On Monday, a grand jury in Cleveland declined to bring criminal charges against the two police officers involved in the fatal shooting of 12-year-old Tamir Rice last November. Cuyahoga County District Attorney Tim McGinty has already drawn sharp criticism from Rice's family and on social media for his handling of the case.
Prosecutors said "Tamir was big for his age — 5-foot-7 and 175 pounds, with a men's XL jacket and size-36 pants — and could have easily passed for someone much older," according to the Los Angeles Times. They cited "unnamed associates" of the 12-year-old who said Tamir was known to pull his toy gun out "like a robber." The language echoes statements given by the responding police officers, who said they believed the boy was much older than 12.

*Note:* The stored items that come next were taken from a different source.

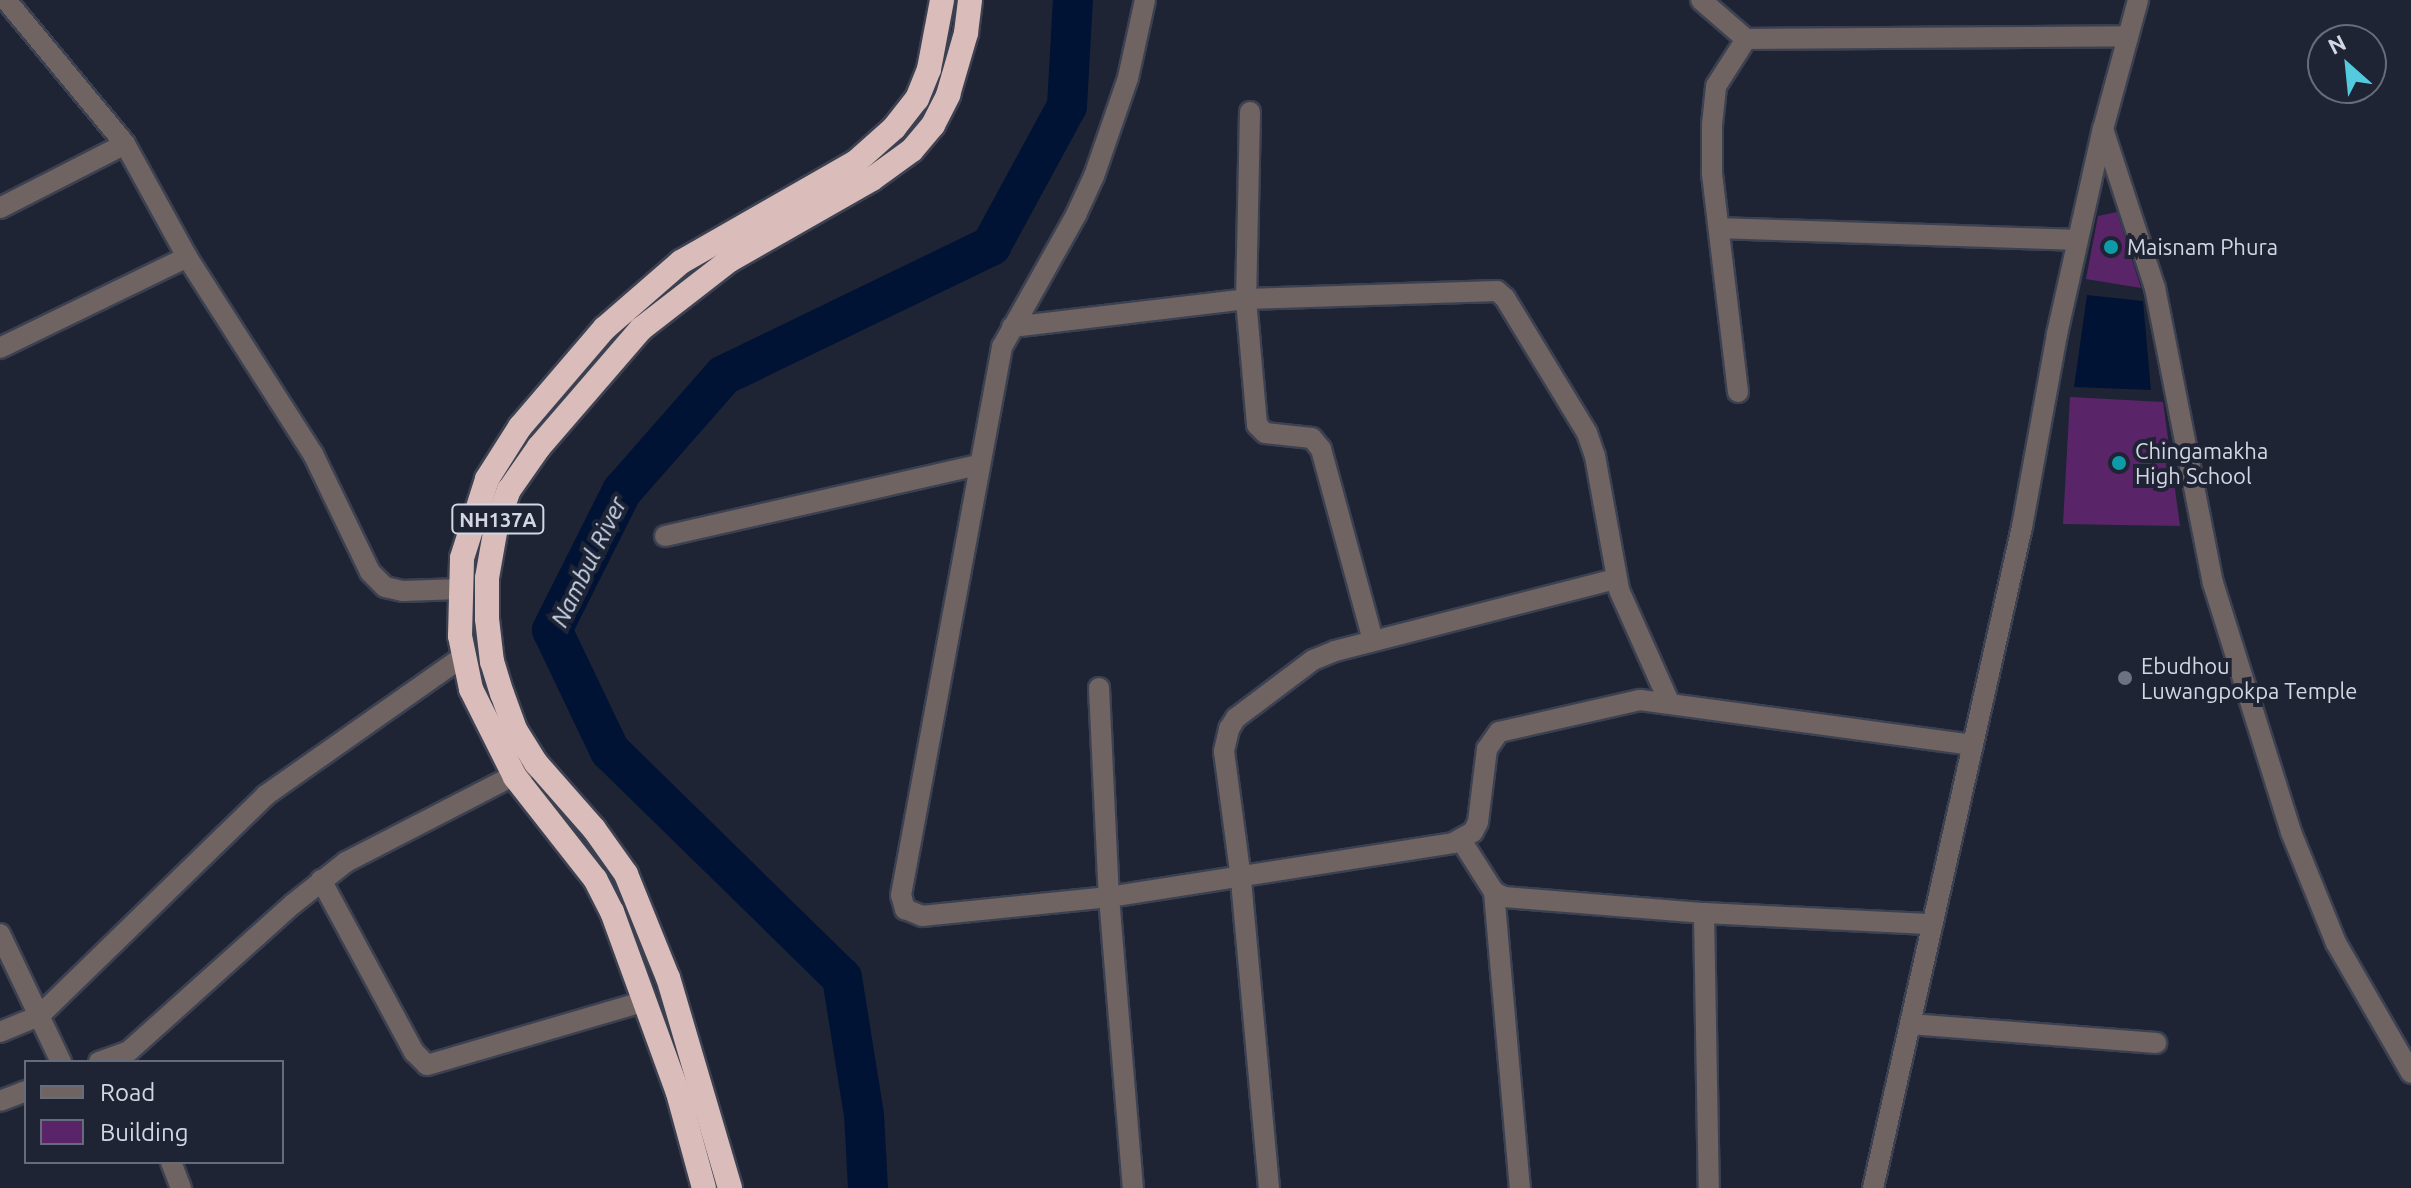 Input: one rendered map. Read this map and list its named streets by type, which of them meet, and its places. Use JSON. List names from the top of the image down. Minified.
{"streets":{"highway":["NH137A"]},"water":["Nambul River"],"places":["Maisnam Phura","Chingamakha High School","Ebudhou Luwangpokpa Temple"],"legend":["Road","Building"],"north":"top left"} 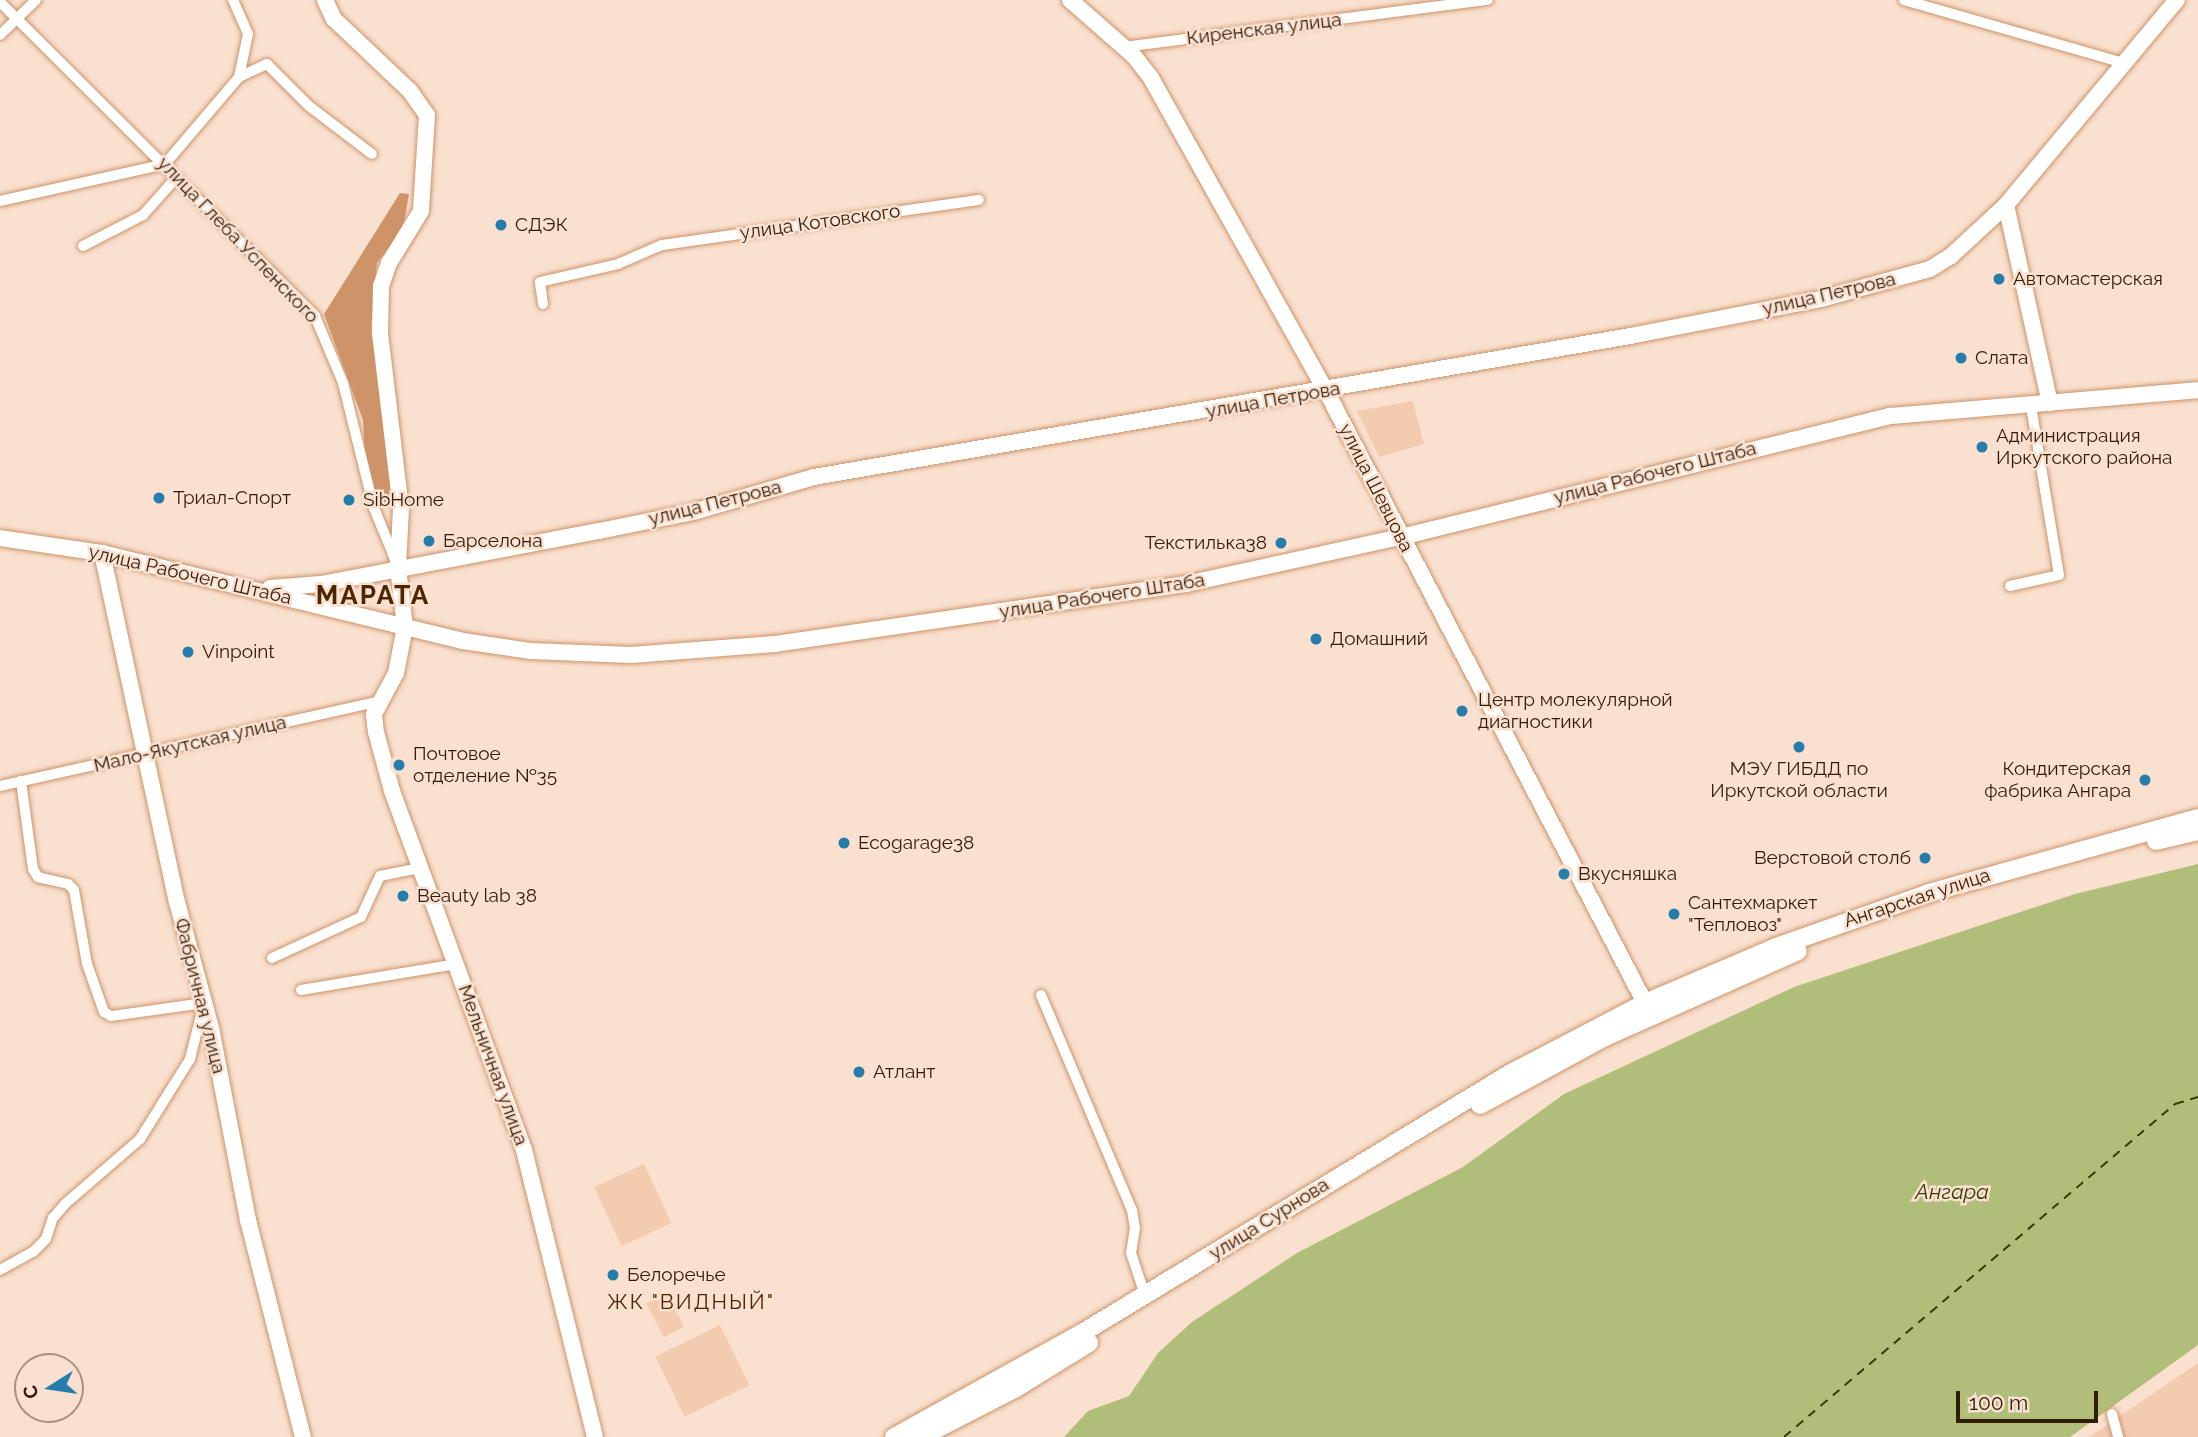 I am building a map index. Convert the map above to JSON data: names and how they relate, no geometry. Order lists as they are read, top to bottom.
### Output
{
  "streets": {
    "main road": ["Ангарская улица", "улица Сурнова"],
    "street": [
      "Киренская улица",
      "улица Котовского",
      "улица Глеба Успенского",
      "улица Петрова",
      "улица Рабочего Штаба",
      "улица Шевцова",
      "Мало-Якутская улица",
      "Фабричная улица",
      "Мельничная улица"
    ]
  },
  "crossings": [
    ["Киренская улица", "улица Шевцова"],
    ["улица Глеба Успенского", "улица Петрова"],
    ["улица Петрова", "улица Рабочего Штаба"],
    ["улица Петрова", "улица Шевцова"],
    ["улица Рабочего Штаба", "улица Шевцова"],
    ["улица Рабочего Штаба", "Фабричная улица"],
    ["улица Шевцова", "Ангарская улица"],
    ["улица Шевцова", "улица Сурнова"],
    ["Мало-Якутская улица", "Фабричная улица"],
    ["Мало-Якутская улица", "Мельничная улица"],
    ["Ангарская улица", "улица Сурнова"]
  ],
  "districts": ["МАРАТА", "ЖК \"ВИДНЫЙ\""],
  "water": ["Ангара"],
  "places": [
    "СДЭК",
    "Автомастерская",
    "Слата",
    "Администрация Иркутского района",
    "Триал-Спорт",
    "SibHome",
    "Барселона",
    "Текстилька38",
    "Домашний",
    "Vinpoint",
    "Центр молекулярной диагностики",
    "МЭУ ГИБДД по Иркутской области",
    "Почтовое отделение №35",
    "Кондитерская фабрика Ангара",
    "Ecogarage38",
    "Верстовой столб",
    "Вкусняшка",
    "Beauty lab 38",
    "Сантехмаркет \"Тепловоз\"",
    "Атлант",
    "Белоречье"
  ],
  "scale_bar": "100 m",
  "north": "left"
}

To some social science researchers, these characterizations would not come as a surprise. Rice is black. And research published last year by the American Psychological Association found "evidence that black boys are seen as older and less innocent and that they prompt a less essential conception of childhood than do their white same-age peers." In other words, people tend to think of black boys as bigger and older than they actually are.
In one experiment, a group of 60 police officers from a large urban police force were asked to assess the age of white, black and Latino children based on photographs. The officers were randomly assigned to be told that the children in the photographs were accused of either a misdemeanor or felony charge. The officers overestimate the age of black felony-suspected children by close to five years, but they actually underestimated the age of white felony-suspected children by nearly a year.
Particularly relevant to the Tamir Rice case: "Black 13-year-olds were miscategorized as adults by police officers (average age error 4.59 years)."
Similar experiments involving 169 mostly white students found that "participants began to think of black children as significantly less innocent than other children at every age group, beginning at the age of 10." These experiments also showed that respondents were more likely to see the black children as "culpable" of a hypothetical felony compared with white and Latino children.
This research comports with other research done in the mid-2000s, which confronted police officers and civilians with photos of black and white armed and unarmed people, and asked them to press a "shoot" or "don't shoot" button for each image. Cops and civilians were more likely to press "shoot" for black images overall, but they were slower to press "don't shoot" for unarmed black images, and quicker to press "shoot" when an image showed an armed black man.
The APA researchers sum up their findings this way: "Our findings suggest that, although most children are allowed to be innocent until adulthood, black children may be perceived as innocent only until deemed suspicious." The Tamir Rice case illustrates that for some black children, those biases can play out with deadly consequences in just a fraction of a second.
Correction: One police officer fatally shot Tamir Rice. An earlier version of this story misstated how many officers fired at the 12 year old.